La primera serie, Voyager, fue presentada con gran éxito en las más importantes ciudades americanas e italianas y la segunda serie, ¿qué estás esperando?, está compuesta de una instalación presentada el año pasado en la Universidad Católica del Sagrado Corazón de Milán.
En este caso las obras, apuntan con decisión al inicio de un camino en la competencia real de hoy, que trae consigo presencias, ideales, sentimientos contradictorios típicos de la edad pero, sin embargo, siempre con espacio para la disponibilidad y la apertura al futuro.
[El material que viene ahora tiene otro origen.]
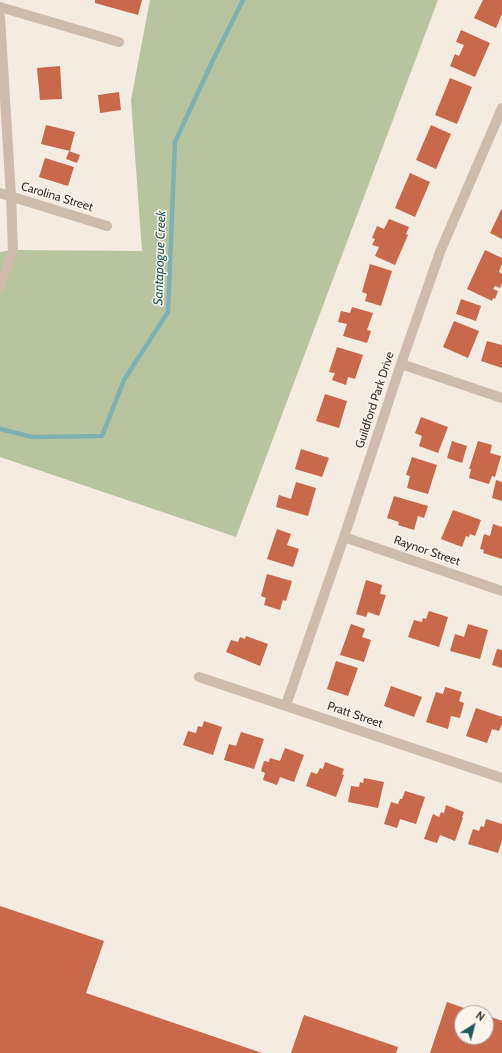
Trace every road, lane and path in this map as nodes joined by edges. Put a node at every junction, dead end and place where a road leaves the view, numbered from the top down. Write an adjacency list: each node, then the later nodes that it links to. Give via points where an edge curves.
1 (0, 7): 3 (street)
2 (0, 17): 6 (street)
3 (119, 42)
4 (502, 108): 9 (street, Guildford Park Drive, via 440,252)
5 (0, 193): 6 (street, Carolina Street)
6 (11, 196): 7 (street, Carolina Street); 8 (street, via 13,250)
7 (107, 226)
8 (0, 287)
9 (401, 364): 10 (street); 11 (street, Guildford Park Drive)
10 (502, 398)
11 (344, 537): 12 (street, Raynor Street); 14 (street, Guildford Park Drive)
12 (502, 590)
13 (199, 677): 14 (street, Pratt Street)
14 (286, 706): 15 (street, Pratt Street)
15 (502, 778)

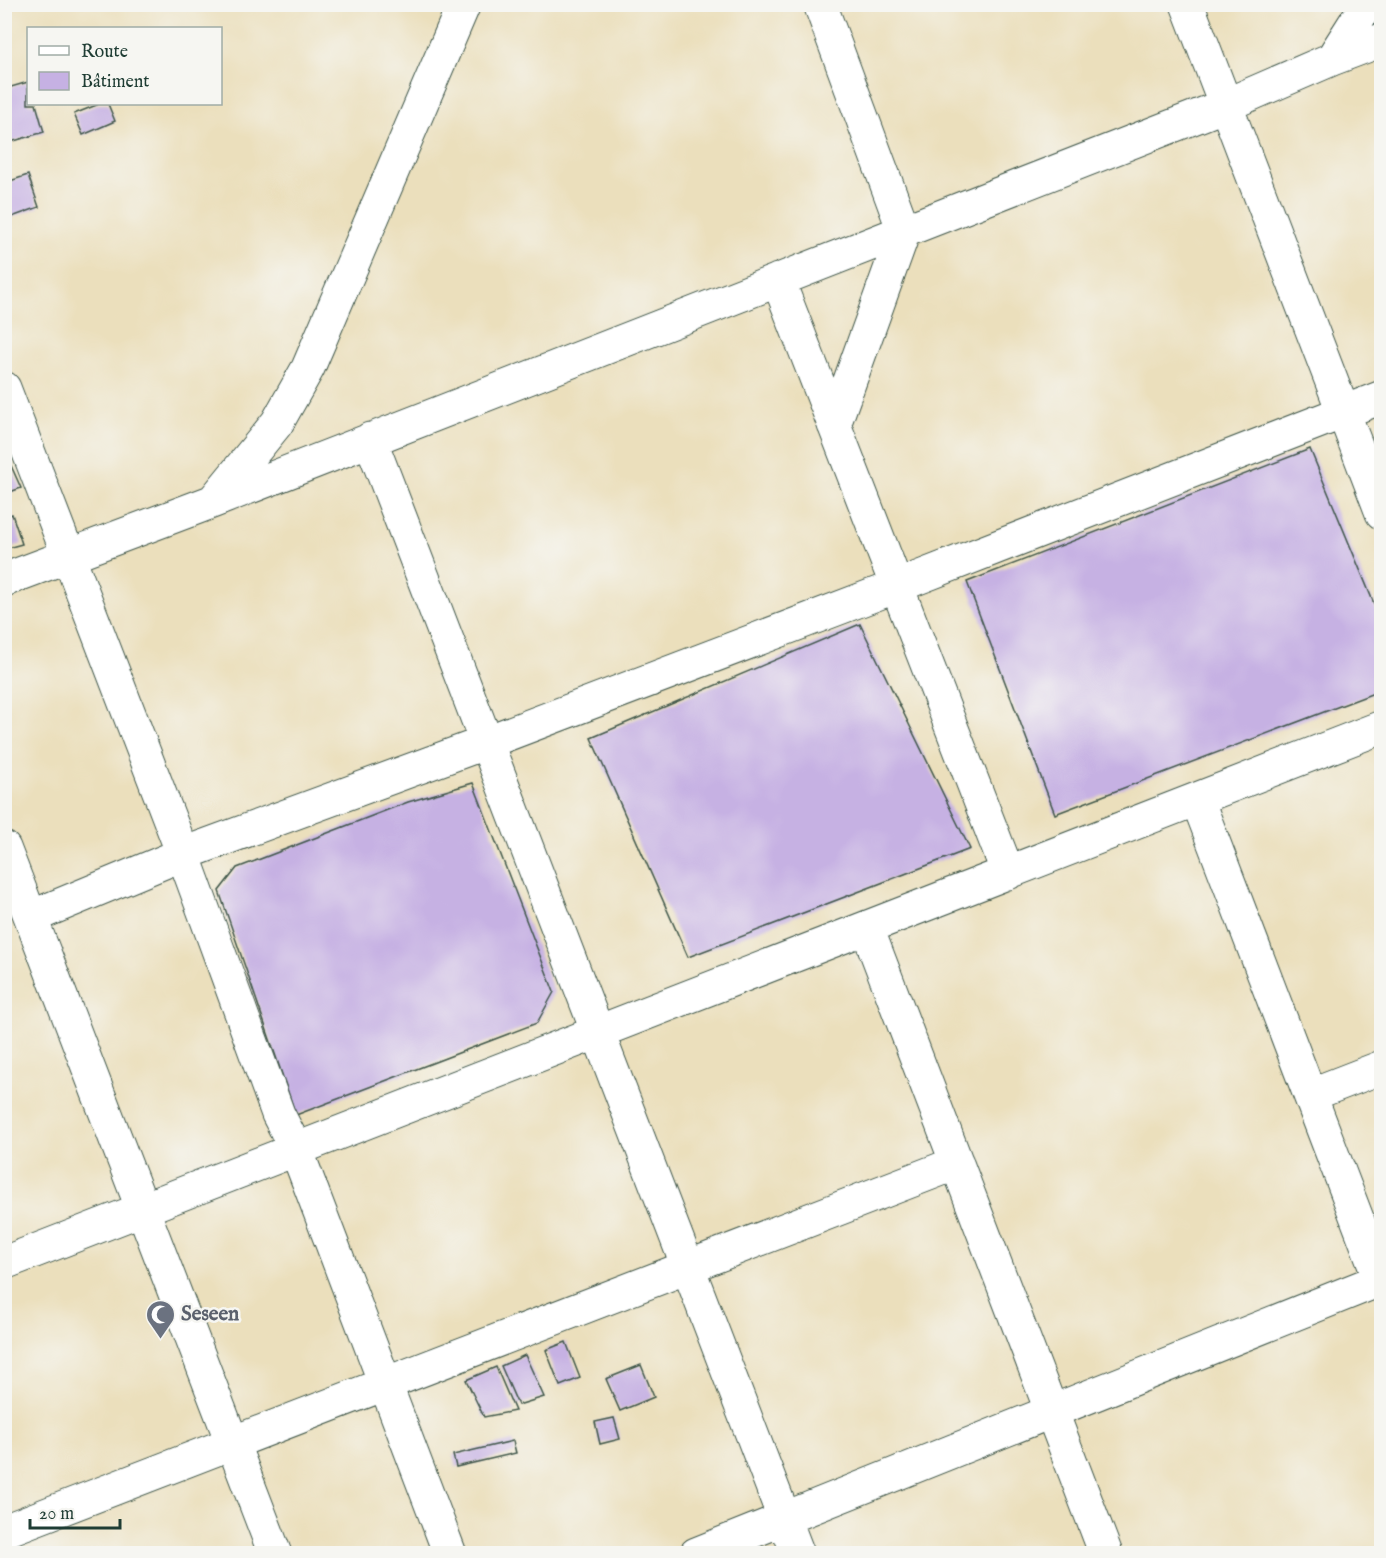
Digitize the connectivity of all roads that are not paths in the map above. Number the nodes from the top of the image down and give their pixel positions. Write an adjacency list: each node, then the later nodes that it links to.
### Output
1 (464, 4): 15 (street)
2 (820, 4): 8 (street)
3 (1187, 4): 7 (street)
4 (1367, 4): 6 (street)
5 (1382, 40): 6 (street)
6 (1332, 59): 7 (street)
7 (1226, 105): 8 (street); 12 (street)
8 (904, 231): 9 (street); 13 (street)
9 (778, 280): 13 (street); 14 (street)
10 (4, 388): 17 (street)
11 (1382, 397): 12 (street)
12 (1343, 412): 16 (street); 19 (street)
13 (834, 425): 19 (street)
14 (370, 439): 15 (street); 21 (street)
15 (214, 501): 17 (street)
16 (1382, 513)
17 (69, 556): 18 (street); 24 (street)
18 (4, 580)
19 (897, 586): 21 (street); 25 (street)
20 (1382, 728): 22 (street)
21 (487, 742): 24 (street); 28 (street)
22 (1197, 799): 25 (street); 30 (street)
23 (4, 848): 26 (street)
24 (183, 854): 26 (street); 31 (street)
25 (1008, 873): 27 (street)
26 (31, 917): 33 (street)
27 (867, 928): 28 (street); 32 (street)
28 (598, 1032): 31 (street); 35 (street)
29 (1382, 1067): 30 (street)
30 (1310, 1095): 36 (street)
31 (296, 1149): 33 (street); 37 (street)
32 (957, 1163): 35 (street); 38 (street)
33 (143, 1209): 34 (street); 39 (street)
34 (4, 1263)
35 (688, 1267): 37 (street); 40 (street)
36 (1381, 1281): 38 (street)
37 (386, 1384): 39 (street); 43 (street)
38 (1052, 1411): 40 (street); 46 (street)
39 (232, 1443): 41 (street); 42 (street)
40 (784, 1518): 44 (street); 45 (street)
41 (4, 1531)
42 (274, 1554)
43 (450, 1554)
44 (696, 1554)
45 (798, 1554)
46 (1106, 1554)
Con un sentido genuino de la espontaneidad y la creatividad, Mariella Bettineschi, en su expresión artística alude, con los materiales que utiliza, al despliegue de un mundo altamente tecnificado. Entre ellos encontramos los aportes digitales, orgánicos, plásticos, fibra óptica, acrílico, vidrio, fotografía, y otros elementos que responden a las incesantes innovaciones actuales. Ricos en significados y metáforas, los emplea y transforma sin desvirtuar su inmanencia.
“Mariella Bettineschi usa las nuevas tecnologías y los nuevos lenguajes para explorar una nueva dimensión: como con Infra-mince de Duchamp -lo ultra sutil-, la artista nos conduce por los espacios entre las cosas a una dimensión desconocida” (Sid Sachs). Paralelamente a la muestra en la UCA la artista presentará en Nueva York, en ocasión del Armory Show 2009, otra instalación de la serie de “¿qué estás esperando?” Lic. Cecilia Cavanagh, co-curadora.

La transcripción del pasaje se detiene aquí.